Copenhagen: desafios para um novo protocolo de emissões

O Protocolo de Kyoto tinha data para começar e tem data para acabar. Baseado em dados de emissão de gases do efeito estufa da década de 1990, o protocolo nem de longe é o melhor que os países podem fazer para diminuir a concentração de gases do efeito estufa presente na atmosfera além do que, já está pelo menos 20 anos defasado (leia mais sobre o protocolo de Kyoto aqui). Como o protocolo tem data para expirar (2012) é natural que os países signatários estejam se preocupando com os termos do seu substituto. 

A COP-15, que acontece no final desse ano em Copenhagen, deve ser crucial para as negociações acerca de novos termos e deve ser capaz de definir parâmetros e novas estratégias para a confecção de um novo documento. Será que os países signatários vão conseguir chegar a um consenso? Será que os países desenvolvidos vão conseguir reduzir suas emissões? E, mais importante, será que os países ditos emergentes, como Brasil, Índia e China vão concordar em ter metas de redução?

Em busca de respostas, a Universidade de São Paulo, representada pelo Instituto de Estudos Avançados, promoveu nessa terça-feira uma conferência com o ministro da Energia e das Mudanças Climáticas do Reino Unido, Ed Miliband. Antes da apresentação do ministro, professores da universidade e importantes nomes dos estudos das mudanças climáticas no Brasil tiveram tempo para expor suas opiniões. Entre eles, o Prof. Dr. José Goldemberg, o Prof. Dr. Jacques Marcovitch e o Dr. Luiz Fernando Furlan. 

A questão energética

Goldemberg, como sempre e dentro de sua especialidade, discutiu um pouco sobre a questão energética. Entre outras coisas, lembrou os ouvintes de que é necessário pensar que a energia trouxe bem estar e um nível de vida sem precedentes na história, mas que isso não significa que ela não deva ser modernizada. 

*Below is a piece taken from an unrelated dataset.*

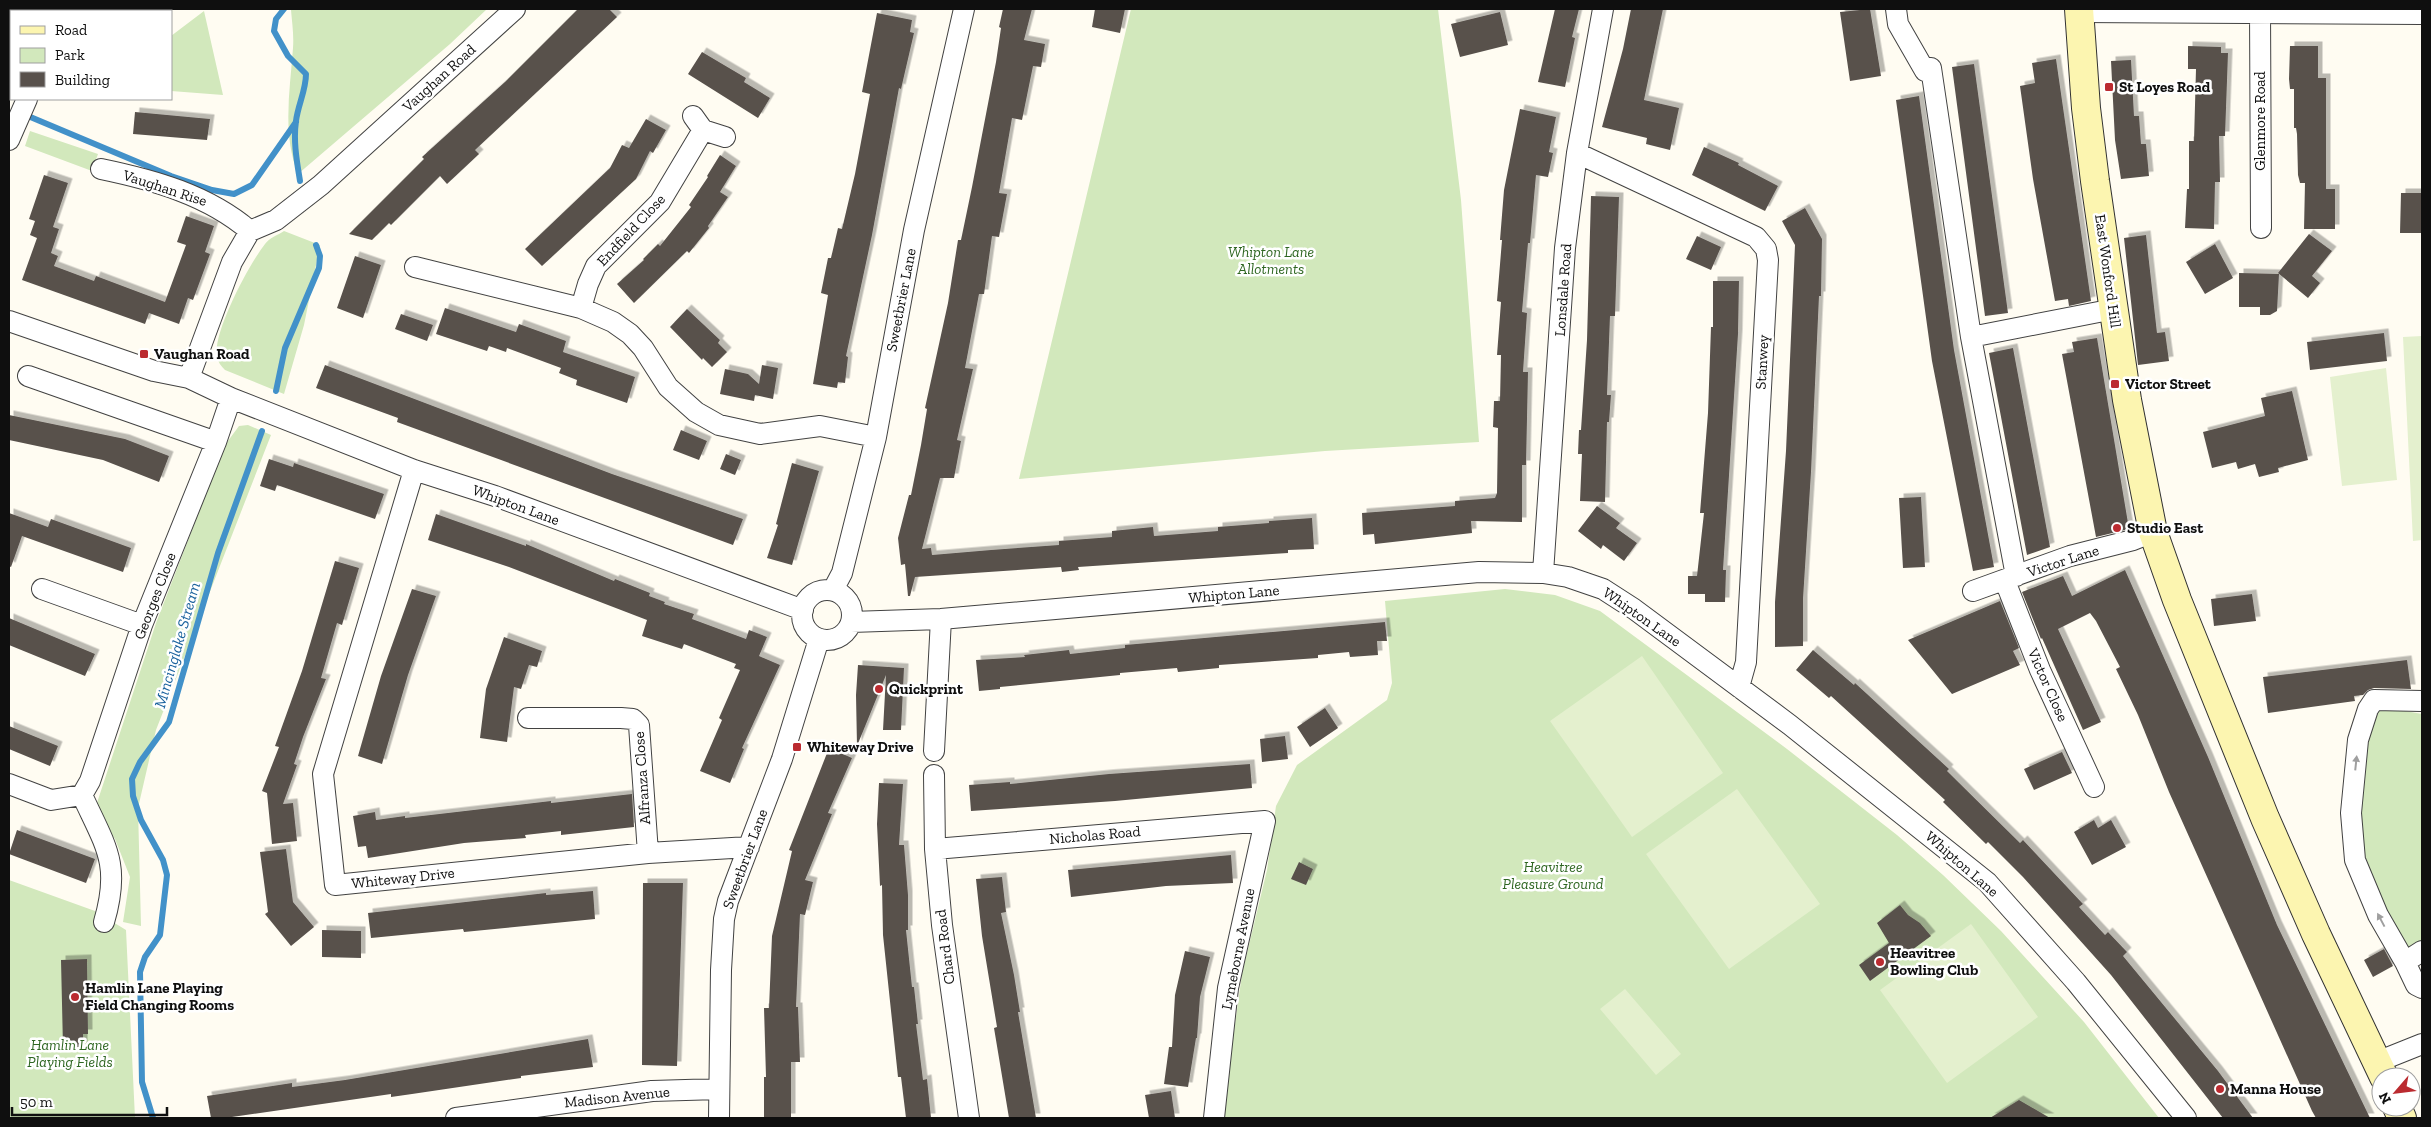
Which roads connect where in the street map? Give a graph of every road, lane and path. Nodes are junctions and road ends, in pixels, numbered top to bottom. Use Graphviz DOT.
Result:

Como medidas para os países desenvolvidos, citou investimentos na melhoria da eficiência energética e no desenvolvimento em tecnologia para fontes de energia limpas e renováveis. Já para os países em desenvolvimento, é preciso uma política pública eficiente, que possibilite o desenvolvimento social, tecnológico e econômico de modo a garantir a conservação do meio ambiente – começando certo, e não tendo que mudar tudo como está acontecendo com os países desenvolvidos. Para o Brasil, redução do desmatamento da Amazônia, reflorestamento e uso de energias renováveis.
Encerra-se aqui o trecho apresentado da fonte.